Writing for a unanimous court, Judge Andrews rejected Flanagan’s argument that a person is not guilty by reason of insanity where his “faculties are so disordered and deranged that a man, though he perceives the moral quality of his acts, is unable to control them, and is urged by some mysterious pressure to the commission of acts, the consequences of which he anticipates but cannot avoid.”  The court reaffirmed that “the test of responsibility for criminal acts, where unsoundness of mind is interposed as a defence, is the capacity of the defendant to distinguish between right and wrong at the time of and with respect to the act which is the subject of the inquiry.”  Furthermore, “[t]he doctrine that a criminal act may be excused upon the notion of an irresistible impulse to commit it, where the offender has the ability to discover his legal and moral duty in respect to it, has no place in the law.”  As Judge Andrews pointed out, every crime, arguably, was committed under an influence of “evil passions” that “weaken the restraining power of the will and conscience.”  The whole point and “object of the law was to compel people to control these influences.”
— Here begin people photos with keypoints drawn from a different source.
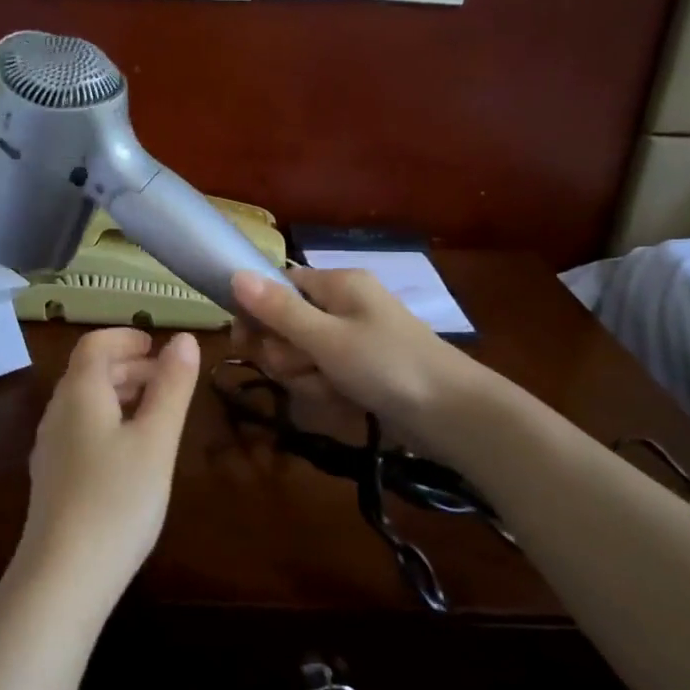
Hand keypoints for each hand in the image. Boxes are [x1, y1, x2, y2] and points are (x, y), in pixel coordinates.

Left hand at [17, 328, 201, 608]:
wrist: (63, 577)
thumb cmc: (117, 499)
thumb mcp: (156, 439)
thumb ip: (172, 387)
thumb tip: (185, 339)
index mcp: (79, 393)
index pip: (95, 344)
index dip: (126, 337)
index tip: (158, 345)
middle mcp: (57, 412)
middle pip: (88, 372)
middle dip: (128, 365)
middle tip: (167, 377)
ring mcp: (50, 447)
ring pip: (84, 402)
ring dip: (119, 393)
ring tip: (156, 410)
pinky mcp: (52, 478)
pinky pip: (81, 429)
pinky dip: (108, 420)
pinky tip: (131, 450)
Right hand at [230, 267, 480, 443]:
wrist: (453, 414)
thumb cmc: (387, 365)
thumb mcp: (326, 338)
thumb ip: (279, 310)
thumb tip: (235, 275)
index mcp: (338, 284)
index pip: (279, 286)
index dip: (258, 314)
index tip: (245, 343)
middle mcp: (344, 305)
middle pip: (286, 324)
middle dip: (287, 353)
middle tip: (305, 368)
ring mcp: (354, 339)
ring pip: (302, 354)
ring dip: (306, 376)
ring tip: (331, 388)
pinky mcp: (361, 368)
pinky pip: (324, 374)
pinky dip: (327, 389)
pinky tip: (344, 401)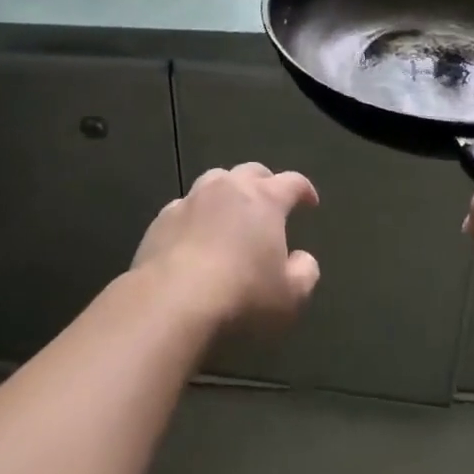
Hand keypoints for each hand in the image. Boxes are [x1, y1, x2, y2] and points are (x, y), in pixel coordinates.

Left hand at [134, 163, 320, 331]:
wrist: (171, 302)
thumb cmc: (241, 296)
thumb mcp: (290, 297)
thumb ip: (304, 273)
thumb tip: (303, 259)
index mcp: (265, 199)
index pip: (292, 182)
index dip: (304, 190)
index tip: (310, 202)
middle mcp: (229, 188)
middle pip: (252, 172)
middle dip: (265, 182)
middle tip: (271, 200)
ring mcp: (192, 199)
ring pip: (214, 181)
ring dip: (227, 191)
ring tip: (230, 211)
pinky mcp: (162, 219)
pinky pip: (185, 207)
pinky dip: (196, 215)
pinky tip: (195, 235)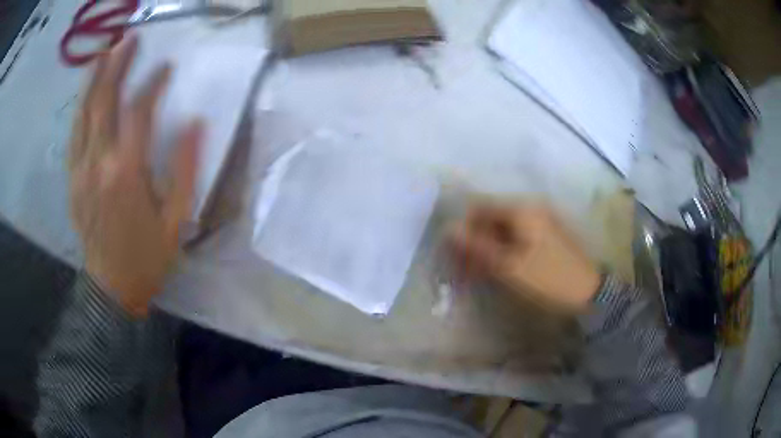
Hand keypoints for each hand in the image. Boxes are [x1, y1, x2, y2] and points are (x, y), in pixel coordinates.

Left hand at [69, 36, 201, 316]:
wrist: (111, 289)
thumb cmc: (147, 257)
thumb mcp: (176, 219)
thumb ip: (185, 168)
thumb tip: (195, 122)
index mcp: (127, 174)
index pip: (138, 113)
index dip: (152, 84)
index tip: (166, 66)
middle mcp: (98, 164)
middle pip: (104, 103)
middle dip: (117, 66)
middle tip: (129, 39)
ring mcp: (80, 171)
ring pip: (83, 114)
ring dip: (93, 80)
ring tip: (103, 53)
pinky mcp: (72, 180)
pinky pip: (74, 135)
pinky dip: (80, 108)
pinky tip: (86, 93)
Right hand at [447, 202, 600, 312]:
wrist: (589, 293)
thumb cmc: (548, 279)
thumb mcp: (509, 266)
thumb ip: (478, 246)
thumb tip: (449, 229)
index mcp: (522, 209)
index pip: (480, 207)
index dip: (464, 227)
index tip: (455, 253)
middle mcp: (531, 208)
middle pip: (492, 217)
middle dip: (476, 240)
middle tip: (466, 268)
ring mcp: (542, 220)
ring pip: (504, 228)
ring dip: (489, 247)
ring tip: (481, 274)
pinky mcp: (547, 234)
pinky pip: (518, 236)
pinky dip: (505, 250)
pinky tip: (500, 269)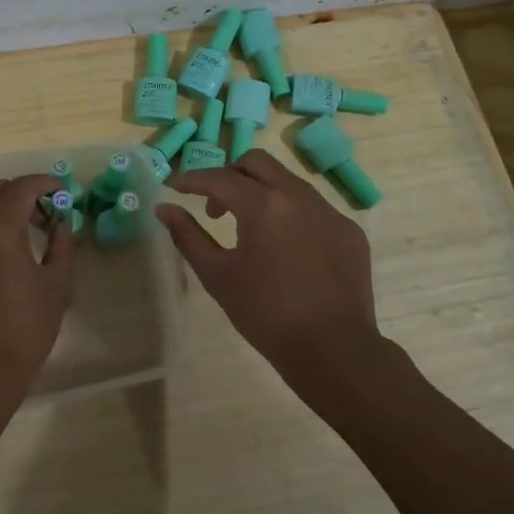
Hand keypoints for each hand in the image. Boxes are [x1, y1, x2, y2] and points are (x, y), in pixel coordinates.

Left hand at [0, 173, 75, 397]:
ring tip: (21, 240)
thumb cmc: (25, 326)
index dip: (46, 184)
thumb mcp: (56, 285)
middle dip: (23, 196)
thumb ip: (62, 245)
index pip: (24, 186)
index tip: (63, 193)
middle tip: (45, 219)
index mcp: (0, 224)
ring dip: (1, 213)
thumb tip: (62, 224)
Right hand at [156, 150, 383, 399]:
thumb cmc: (266, 314)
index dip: (191, 179)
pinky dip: (290, 213)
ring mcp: (329, 210)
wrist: (334, 350)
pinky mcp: (348, 230)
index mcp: (263, 204)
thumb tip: (164, 208)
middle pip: (256, 162)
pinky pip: (313, 206)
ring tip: (251, 228)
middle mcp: (298, 195)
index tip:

New York’s definition of insanity, though codified and amended several times in response to evolving state and federal law, has remained essentially true to the M’Naghten Rule.  Today, Penal Law § 40.15, entitled “Mental disease or defect,” reads as follows:

In any prosecution for an offense, it is an affirmative defense that when the defendant engaged in the proscribed conduct, he lacked criminal responsibility by reason of mental disease or defect. Such lack of criminal responsibility means that at the time of such conduct, as a result of mental disease or defect, he lacked substantial capacity to know or appreciate either: (1) The nature and consequences of such conduct; or (2) That such conduct was wrong.

 

Sources

Brian Quinn, “Charles Andrews,” The Judges of the New Court of Appeals, Rosenblatt, ed., Fordham Univ. Press, 2007, at 181.
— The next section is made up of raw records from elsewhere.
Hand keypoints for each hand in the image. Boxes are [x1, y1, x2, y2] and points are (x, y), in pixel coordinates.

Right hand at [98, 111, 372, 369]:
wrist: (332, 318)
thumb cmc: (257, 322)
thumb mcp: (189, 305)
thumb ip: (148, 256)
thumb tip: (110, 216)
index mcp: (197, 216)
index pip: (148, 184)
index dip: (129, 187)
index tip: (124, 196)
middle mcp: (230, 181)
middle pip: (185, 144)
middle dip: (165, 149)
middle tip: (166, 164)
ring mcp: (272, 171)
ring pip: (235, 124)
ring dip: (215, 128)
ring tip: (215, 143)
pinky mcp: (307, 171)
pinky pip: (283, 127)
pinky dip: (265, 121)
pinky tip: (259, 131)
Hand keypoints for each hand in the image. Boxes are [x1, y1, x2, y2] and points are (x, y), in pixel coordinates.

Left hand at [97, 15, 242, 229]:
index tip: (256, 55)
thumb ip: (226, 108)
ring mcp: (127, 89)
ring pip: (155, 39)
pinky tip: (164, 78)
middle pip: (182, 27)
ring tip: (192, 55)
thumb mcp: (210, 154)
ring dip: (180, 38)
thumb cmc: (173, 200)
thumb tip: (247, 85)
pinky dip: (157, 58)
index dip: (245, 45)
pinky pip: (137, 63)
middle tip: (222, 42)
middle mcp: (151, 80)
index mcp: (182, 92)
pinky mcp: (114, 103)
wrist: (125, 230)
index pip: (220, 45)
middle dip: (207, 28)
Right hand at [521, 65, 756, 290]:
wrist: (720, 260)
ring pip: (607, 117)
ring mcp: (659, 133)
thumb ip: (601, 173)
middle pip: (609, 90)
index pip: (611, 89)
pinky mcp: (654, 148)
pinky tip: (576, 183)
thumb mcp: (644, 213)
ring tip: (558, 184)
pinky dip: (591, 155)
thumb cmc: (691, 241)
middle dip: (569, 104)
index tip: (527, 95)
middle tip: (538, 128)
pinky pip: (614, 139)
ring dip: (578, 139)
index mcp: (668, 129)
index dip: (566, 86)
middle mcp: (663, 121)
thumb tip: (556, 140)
Richard H. Underwood, Gaslight Lawyers, Shadeland House Modern Press, 2017 at pp. 96-99, 186-187.

Winston Bowman, United States v. Guiteau: Assassination and Insanity in Gilded Age America, Federal Judicial Center 2019.

Eugene M. Fahey, Laura Groschadl and Brianna Weaver, The Angels that Surrounded My Cradle: The History, Evolution and Application of the Insanity Defense, Buffalo Law Review, Vol. 68, No. 3, 2020.